Berlin - Mit Trommeln, einem Vibraphon und diversen Blasinstrumenten sorgten Musikschullehrer am Freitag für schrille Töne vor der Senatsbildungsverwaltung. Molltöne dominierten. Kontrabass-Lehrer Dirk Strakhof war mit Kollegen gekommen, um ein ganzes Paket mit Unterschriftenlisten zu übergeben. Denn in wenigen Wochen haben 21.186 Bürger die Protestresolution gegen die neuen Honorarverträge für die mehr als 1600 freiberuflichen Musikschullehrer unterschrieben. Bildungssenatorin Sandra Scheeres (SPD) schickte ihre Sprecherin Beate Stoffers vor, um die Listen in Empfang zu nehmen.

Die Musikschullehrer protestieren dagegen, dass sie künftig kein monatliches Pauschalhonorar mehr erhalten, sondern jede Unterrichtsstunde einzeln abrechnen müssen. In den Ferien haben sie kaum noch Einnahmen. Durch die Neuregelung würden sie 3,2 Prozent weniger verdienen, haben die Musikschullehrer errechnet. Statistisch kommt ein Berliner Musikschullehrer ohnehin nur auf ein Jahresbruttohonorar von 12 500 Euro. Nicht selten noch weniger. „Ich bin derzeit in Erziehungszeit“, rief eine Honorarkraft Scheeres Sprecherin zu. „Da bekomme ich kein Geld und weiß auch nicht, ob ich wieder Beschäftigung an der Musikschule finde.“

Deal mit Rentenversicherung

Die Honorarverträge mussten überarbeitet werden, nachdem die Deutsche Rentenversicherung bei einer Überprüfung festgestellt hatte, dass viele Honorarkräfte scheinselbstständig sind – also maßgeblich nur von Einnahmen aus der Musikschultätigkeit lebten. Daraufhin drohte Berlin eine millionenschwere Nachzahlung in die Sozialkassen. Um das abzuwenden, einigte sich der Senat mit der Rentenversicherung auf neue Honorarverträge. Ohnehin dürfen Musikschullehrer meist nicht länger als 30 Dreiviertelstunden pro Woche Unterricht geben. Obwohl sich viele zunächst weigerten, haben laut Scheeres inzwischen gut 70 Prozent der freien Musikschullehrer unterschrieben. Die Verträge sollen ab 1. August gelten.

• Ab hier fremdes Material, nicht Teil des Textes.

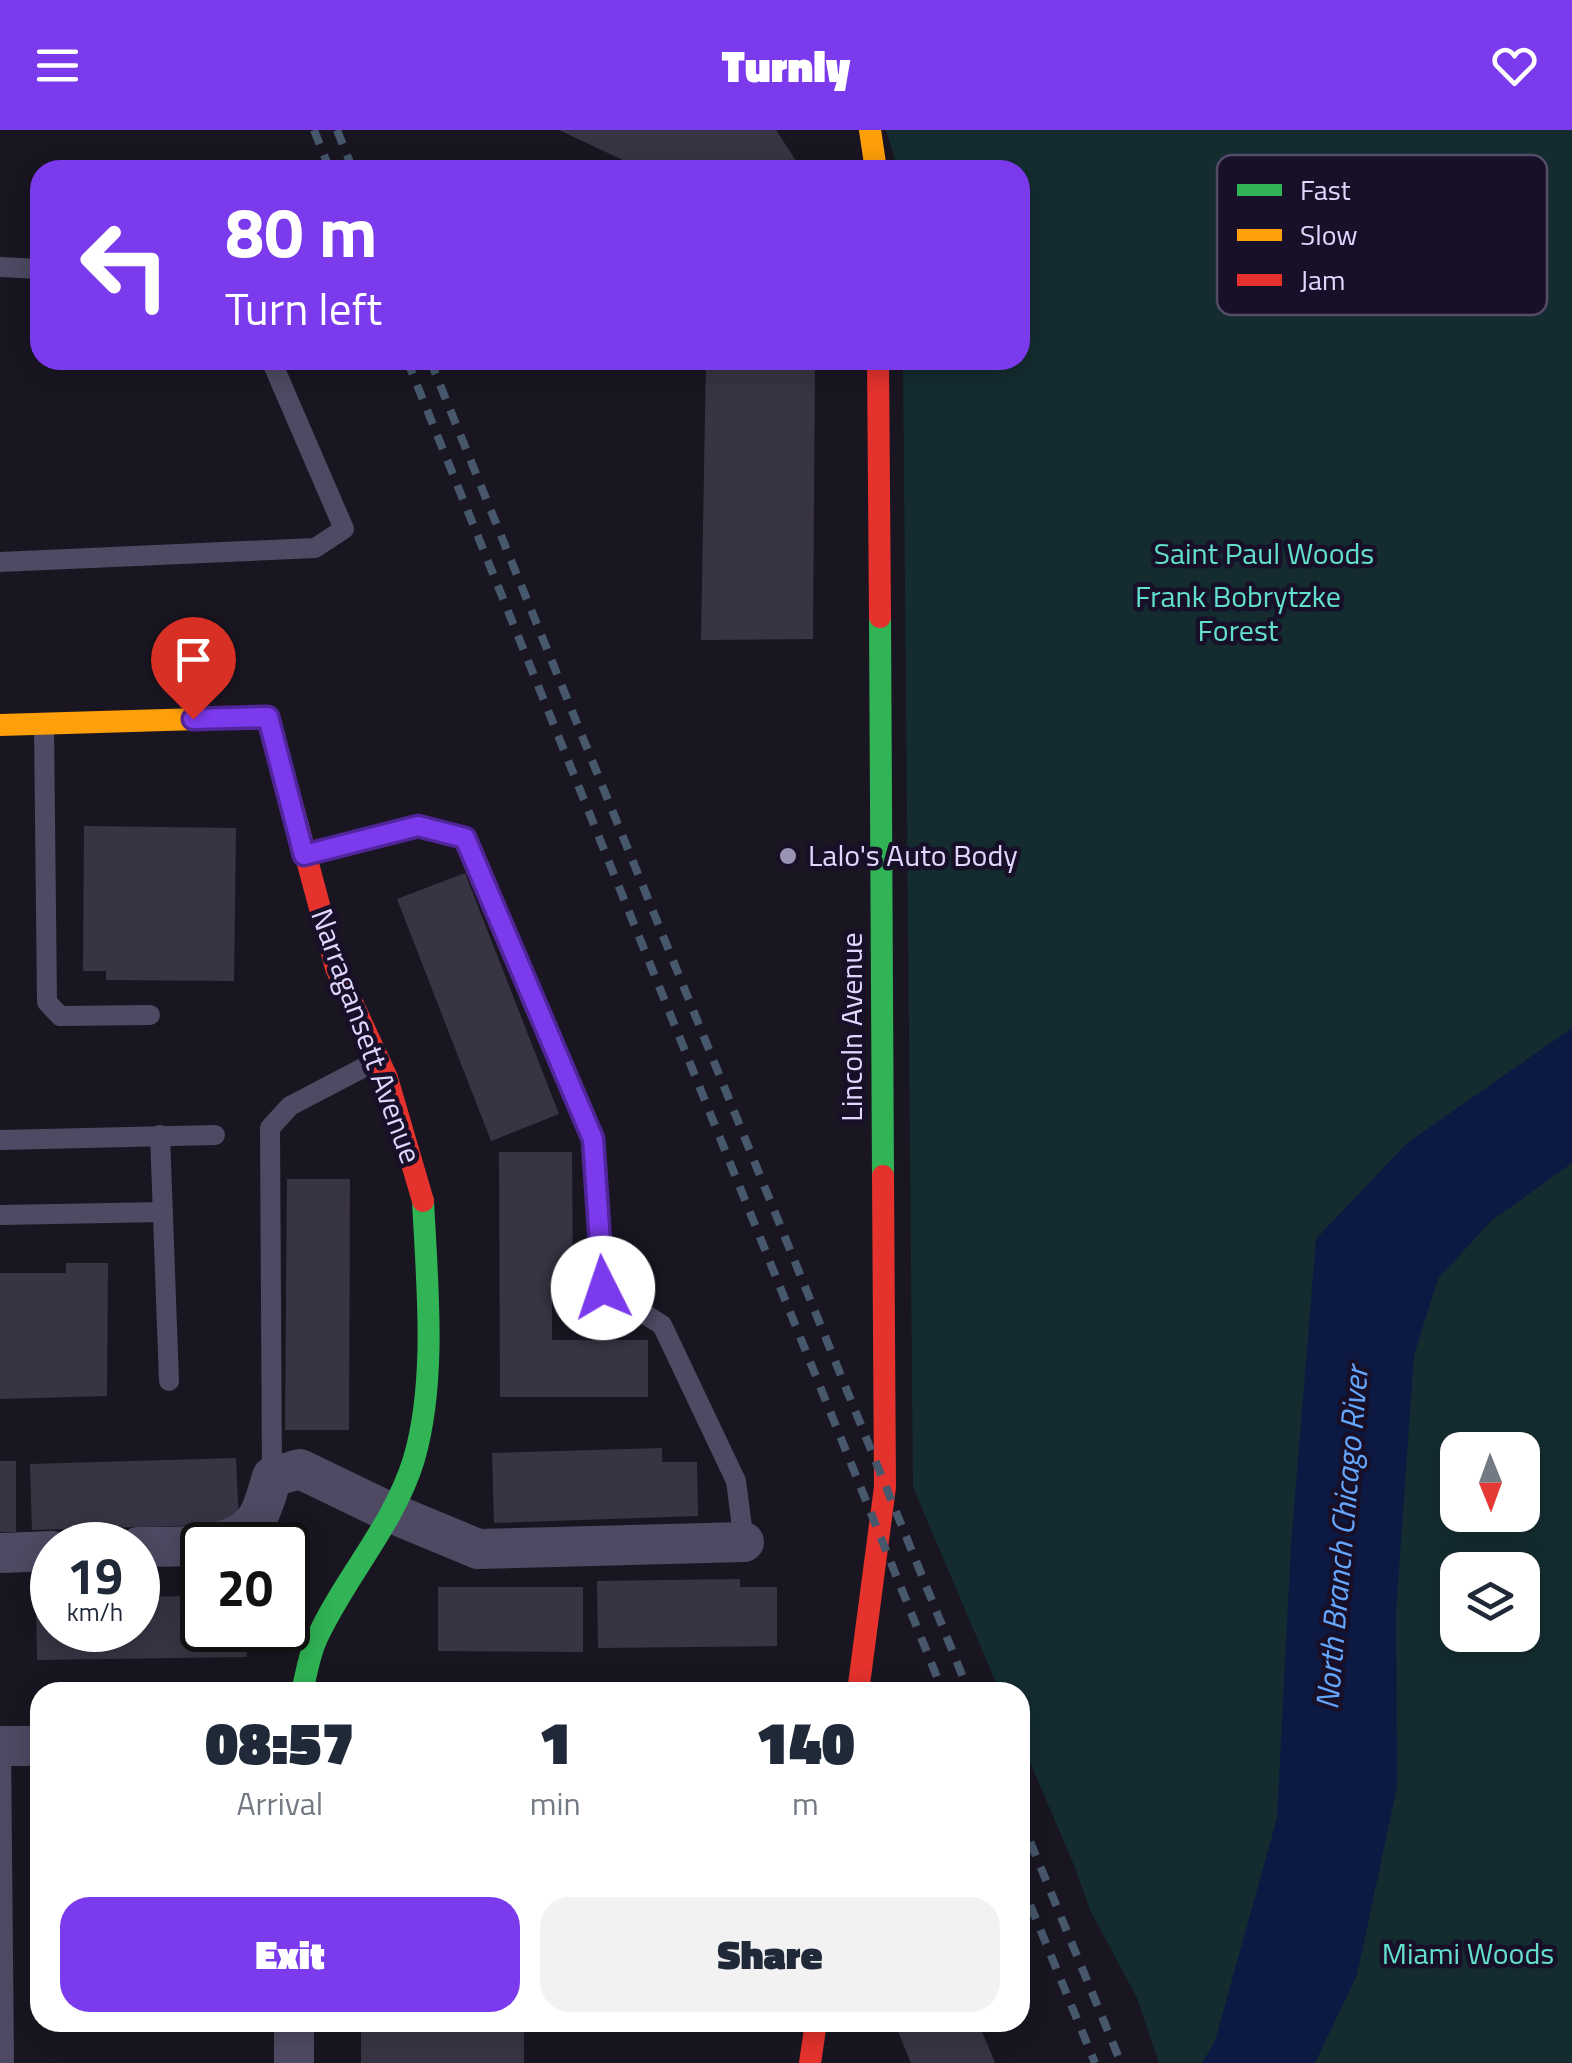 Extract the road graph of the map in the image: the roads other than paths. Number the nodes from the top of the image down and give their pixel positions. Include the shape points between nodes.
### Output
1 (870, 130) edge
2 (874, 160) edge
3 (0, 267) edge
4 (30, 268) edge
5 (276, 370) edge
6 (878, 370) edge
7 (0, 562) edge
8 (44, 724) junction
9 (0, 725) edge
10 (304, 855) junction
11 (150, 1015) dead end
12 (378, 1060) junction
13 (215, 1134) dead end
14 (160, 1136) junction
15 (0, 1140) edge
16 (163, 1212) junction
17 (0, 1214) edge
18 (168, 1381) dead end
19 (272, 1477) junction
20 (389, 1512) junction
21 (744, 1542) joint
22 (160, 1546) edge
23 (30, 1551) edge
24 (0, 1552) edge
25 (305, 1682) edge
26 (859, 1682) edge
27 (0, 1746) edge
28 (30, 1746) edge
29 (294, 2032) edge
30 (815, 2032) edge
31 (4, 2063) edge
32 (294, 2063) edge
33 (810, 2063) edge

1 - 2 main road
3 - 4 lane
5 - 7 lane via 344,529 314,548
6 - 26 main road, Lincoln Avenue via 885,1487
8 - 9 main road
8 - 10 main road, Narragansett Avenue via 268,717
8 - 11 lane via 47,1002 60,1016
10 - 12 main road, Narragansett Avenue via 336,968
10 - 21 lane via 418,826 465,838 593,1139 603,1288 662,1325 736,1480
12 - 19 lane via 290,1106 270,1128
12 - 20 main road, Narragansett Avenue via 423,1194 428,1309 414,1459
13 - 14 lane
14 - 15 lane
14 - 16 lane
16 - 17 lane
16 - 18 lane
19 - 20 street via 300,1469
19 - 22 street via 257,1519 234,1536
20 - 21 street via 478,1549
20 - 25 main road, Narragansett Avenue via 316,1642
23 - 24 street
27 - 28 street
27 - 31 lane
29 - 32 street
30 - 33 main road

Berlin hat von allen Großstädten mit etwa 94 Prozent die höchste Quote an freiberuflichen Musikschullehrern. Auch Bildungsstaatssekretär Mark Rackles (SPD) räumte nun in einem Schreiben an die Musikschulen ein, dass der Anteil von Festangestellten mittelfristig bei 20 Prozent liegen sollte. Die verantwortlichen Bezirkspolitiker entgegnen aber, dass sie doch weitere Stellen abbauen sollen.

Gernot Schulz vom Förderverein der Leo-Borchard-Musikschule in Steglitz-Zehlendorf wirft dem Senat vor, die Musikschulen jahrelang ignoriert zu haben. Der einstige Schlagzeuger der Berliner Philharmoniker weist in einem offenen Brief darauf hin, dass viele Musikschullehrer von Altersarmut bedroht sind. Unklar ist, ob die Verwaltung die nun verlangten Einzelabrechnungen der Musikschullehrer überhaupt zügig bearbeiten kann. Immerhin soll ein neues IT-System zum Einsatz kommen.